LinkLight™ Assay Technology

BioInvenu’s proprietary LinkLight™ technology offers innovative tools for cell-based protein-protein interaction assays.

The LinkLight™ assay consists of two components. A protein A is linked to a Tobacco Etch Virus (TEV) protease and a protein B is linked to a permuted luciferase (pLuc). An inactive pLuc has been created by breaking luciferase into two fragments, rearranging the fragment order in that the N-terminal fragment is moved to C-terminus and C-terminal fragment is moved to the N-terminus and reconnecting them by a TEV protease cleavage sequence. Upon interaction between protein A and B, inactive pLuc is cleaved, the cleaved luciferase fragments are spontaneously refolded, driven by fragment self-complementation affinity, and active luciferase is reconstituted. The signal is specific and sensitive for protein A and B interaction. Other reporter proteins can be permuted to replace the pLuc. The LinkLight assay is not another enzyme or protein fragment complementation (EFC or PFC) methods. LinkLight technology overcomes the significant drawback of enzyme or protein fragment spontaneous self-complementation. The spontaneous fragment self-complementation caused by the high affinity of two fragments increases false interactions and background signals, and makes transient protein-protein interactions as constitutive interactions.  Furthermore, LinkLight assay technology has a unique ability in that one protein tagged with TEV can interact with multiple proteins tagged with permuted reporters to perform multiplex assays.

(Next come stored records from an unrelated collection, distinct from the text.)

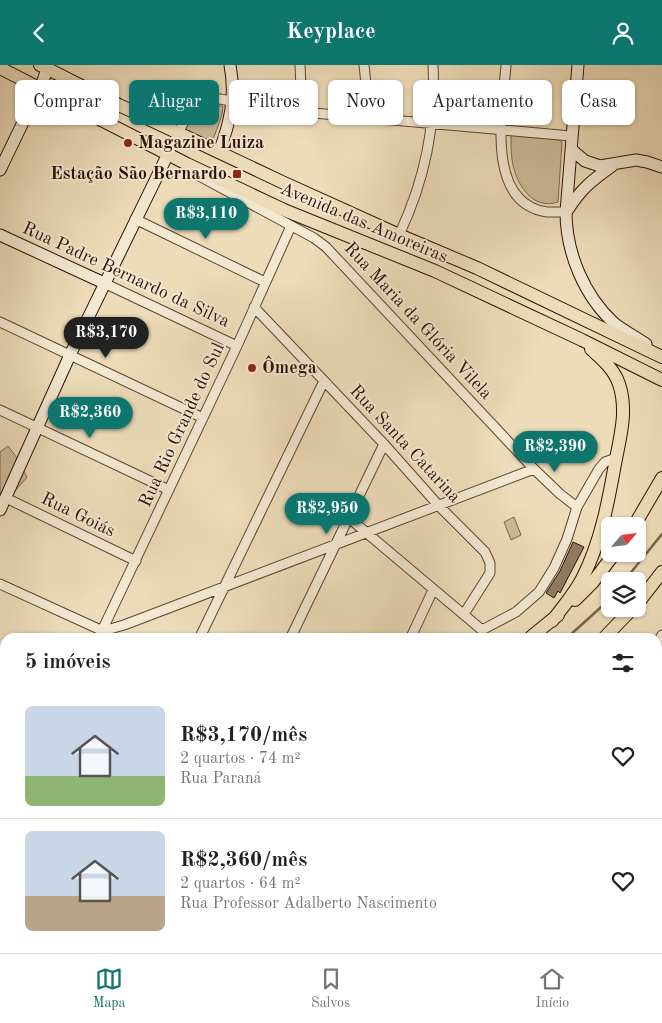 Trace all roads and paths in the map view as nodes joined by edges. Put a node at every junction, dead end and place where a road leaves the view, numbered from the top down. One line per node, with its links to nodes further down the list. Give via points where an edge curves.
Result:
1 (230, 65): 11 (street)
2 (300, 65): 12 (street)
3 (364, 65): 13 (street)
4 (433, 65): 14 (street)
5 (506, 65): 21 (street)
6 (578, 65): 23 (street)
7 (45, 66): 10 (street); 22 (main road, Avenida das Amoreiras)
8 (0, 68): 9 (main road, Avenida das Amoreiras)
9 (23, 80)
10 (41, 80)
11 (233, 80)
12 (301, 80)
13 (364, 80)
14 (434, 80)
15 (229, 100): 22 (street, via 221,99 198,105 188,113)
16 (229, 121): 25 (street)
17 (21, 125): 30 (street)
18 (111, 125): 26 (main road, Avenida das Amoreiras)
19 (432, 125): 35 (street, via 421,183)
20 (442, 125): 21 (street)
21 (501, 131): 23 (street); 31 (street, via 502,159 512,189 534,207 546,212)
22 (178, 133): 25 (main road, Avenida das Amoreiras); 26 (street)
23 (572, 136): 24 (street)
24 (572, 150): 28 (street, via 591,164); 31 (street)
25 (219, 152): 35 (main road, Avenida das Amoreiras)
26 (168, 154): 27 (main road, Avenida das Amoreiras); 32 (street)
27 (187, 163): 33 (street, Rua Maria da Glória Vilela, via 198,175); 40 (main road, Avenida das Amoreiras, via 284,210 436,271)
28 (614, 164): 29 (street, via 641,160); 31 (street, via 588,183)
29 (662, 167)
30 (0, 170)
31 (566, 212): 43 (street, via 573,257 594,301 616,324)
32 (136, 219): 36 (street); 37 (street)
33 (291, 226): 36 (street, Rua Rio Grande do Sul); 51 (street, Rua Maria da Glória Vilela, via 326,247)
34 (0, 235): 37 (street, Rua Padre Bernardo da Silva)
35 (399, 235): 43 (main road, Avenida das Amoreiras, via 477,268)
36 (265, 282): 38 (street, Rua Rio Grande do Sul)
37 (104, 283): 41 (street, Rua Padre Bernardo da Silva); 42 (street)
38 (254, 307): 41 (street, Rua Rio Grande do Sul); 45 (street, Rua Santa Catarina)
39 (0, 322): 42 (street)
40 (582, 340): 44 (main road, Avenida das Amoreiras); 50 (main road, via 604,361 619,383 623,411)
41 (237, 346): 47 (street, Rua Rio Grande do Sul)
42 (70, 355): 47 (street); 48 (street)
43 (662, 356)
44 (662, 380)
45 (324, 381): 49 (street, Rua Santa Catarina); 66 (street)
46 (0, 410): 48 (street)
47 (202, 418): 53 (street, Rua Rio Grande do Sul)
48 (37, 427): 53 (street); 54 (street)
49 (384, 444): 55 (street, Rua Santa Catarina); 59 (street)
50 (616, 458): 56 (street, via 605,462 599,469); 71 (main road, via 606,515 597,544 579,583)
51 (534, 469): 55 (street); 56 (street, Rua Maria da Glória Vilela)
52 (662, 478): 58 (main road)
53 (169, 490): 62 (street, Rua Rio Grande do Sul)
54 (6, 498): 57 (street); 62 (street, Rua Goiás)
55 (439, 506): 60 (street); 69 (street, Rua Santa Catarina, via 485,553 490,563 490,573)
56 (577, 507): 78 (street, via 567,539 539,592)
57 (0, 510)
58 (639, 517)
59 (349, 518): 60 (street); 61 (street)
60 (366, 533): 61 (street); 67 (street)
61 (336, 545): 66 (street); 76 (street)
62 (136, 561): 73 (street, Rua Rio Grande do Sul)
63 (607, 563): 71 (main road, via 593,582)
64 (662, 572): 68 (main road)
65 (0, 584): 72 (street)
66 (225, 587): 74 (street); 75 (street)
67 (433, 590): 69 (street); 77 (street)
68 (646, 593)
69 (464, 614): 78 (street)
70 (624, 617): 80 (main road)
71 (552, 621): 79 (main road)
72 (99, 633)
73 (101, 633)
74 (104, 633)
75 (202, 633)
76 (293, 633)
77 (413, 633)
78 (484, 633)
79 (536, 633)
80 (609, 633) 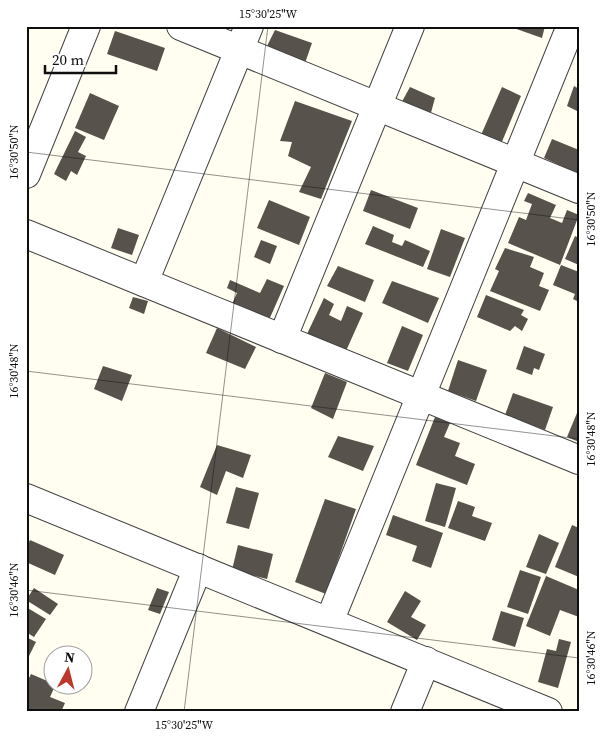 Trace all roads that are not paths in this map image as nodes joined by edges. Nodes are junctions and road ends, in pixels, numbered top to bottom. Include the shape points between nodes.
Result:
1 (86, 26) edge
2 (181, 26) edge
3 (410, 26) edge
4 (571, 26) edge
5 (244, 38) edge
6 (377, 106) junction
7 (515, 163) junction
8 (26, 174) edge
9 (579, 189) edge
10 (26, 234) edge
11 (144, 282) junction
12 (282, 338) junction
13 (421, 395) junction
14 (579, 460) edge
15 (26, 498) edge
16 (198, 568) junction
17 (329, 622) junction
18 (426, 661) junction
19 (139, 712) edge
20 (405, 712) edge
21 (548, 712) edge

1 - 8 street
2 - 5 street
3 - 6 street
4 - 7 street
5 - 6 street
5 - 11 street
6 - 7 street
6 - 12 street
7 - 9 street
7 - 13 street
10 - 11 street
11 - 12 street
12 - 13 street
13 - 14 street
13 - 17 street
15 - 16 street
16 - 17 street
16 - 19 street
17 - 18 street
18 - 20 street
18 - 21 street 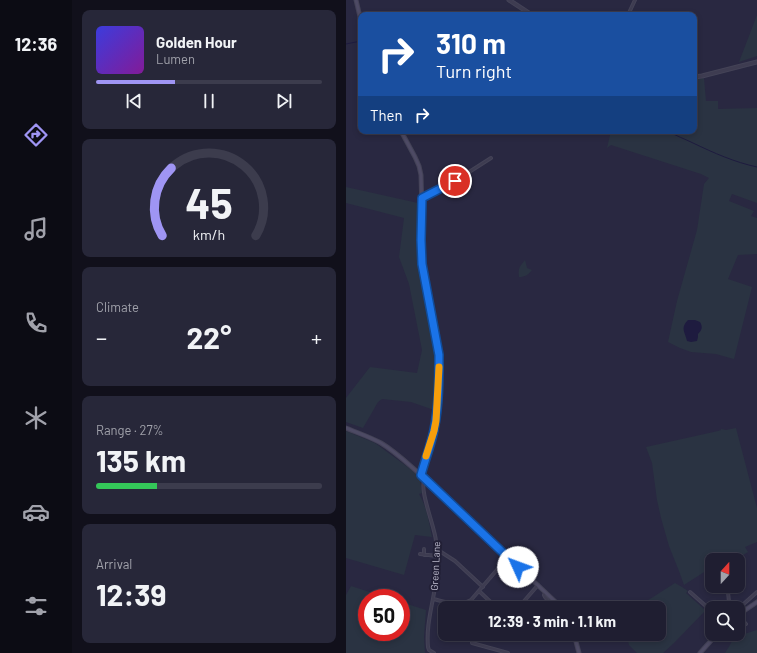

LinkLight™ technology provides simple, robust, economic, and sensitive methods to detect molecules modulating protein-protein interactions in live cells with immediate and stable signals. LinkLight™ technology does not involve transcription or translation signal cascades, therefore false and off-target signals are greatly reduced. The technology is also different from protein-fragment complementation assays (PCA) or enzyme-fragment complementation assays (ECA) in which fragment irreversible self-complementation could produce high background signals, especially when proteins are over-expressed or two fragments have high complementation affinity. LinkLight™ assays can generate stable signals even from rapid transient protein-protein interactions.  LinkLight assay also avoids drawbacks of BRET assay regarding spectrum separation, spatial distance and orientation requirements between a bioluminescent donor and a fluorescent acceptor, light intensity, donor/acceptor ratio, and unable for establishing stable cell line assays.  In addition, the detection substrate, luciferin, is more economical and simple to use. Furthermore, the technology does not need expensive equipment, as LinkLight™ assays can be read on many luminescence readers.

LinkLight™ technology utilizes protein-protein interactions as functional signal readouts. The assay system can theoretically be used to find molecules that modulate protein-protein interaction or directly block protein-protein interactions. The technology can be applied to a broad range of protein-protein interactions by engineering appropriate fusion protein partners, such as cell membrane and cytoplasmic protein interactions, membrane, and membrane protein interactions, cytoplasmic protein interactions, nuclear protein interactions, and cell-cell interaction through membrane protein interactions.

Reporter proteins that generate a fluorescent, colorimetric, luminescent, or cell survival readout can be permuted to substitute the permuted luciferase in the LinkLight™ technology.  Currently, firefly luciferase, renilla luciferase, and beta-lactamse have been utilized as the reporters in the LinkLightassay systems.  BioInvenu will expand the LinkLight™ assay technology and offers comprehensive assay products and services.

Advantages of LinkLight™ Assay Technology

  • Specific: only TEV tagged receptors give signals, endogenous receptors or receptor family members do not interfere.
  • Sensitive: Bioluminescent signals are more sensitive than other methods.
  • Short exposure times: no transcription & translation of a reporter gene, less off-target effects.
  • Economic: detection reagent (luciferin) is commercial available, the operation cost is a fraction of competitor’s prices.
  • Immediate & physiological relevant signals: the cell-based assays generate stable and immediate signals for either transient or stable protein-protein interactions.
  • Robotic adaptability: the assays are very simple to operate and ready for high through-put screenings.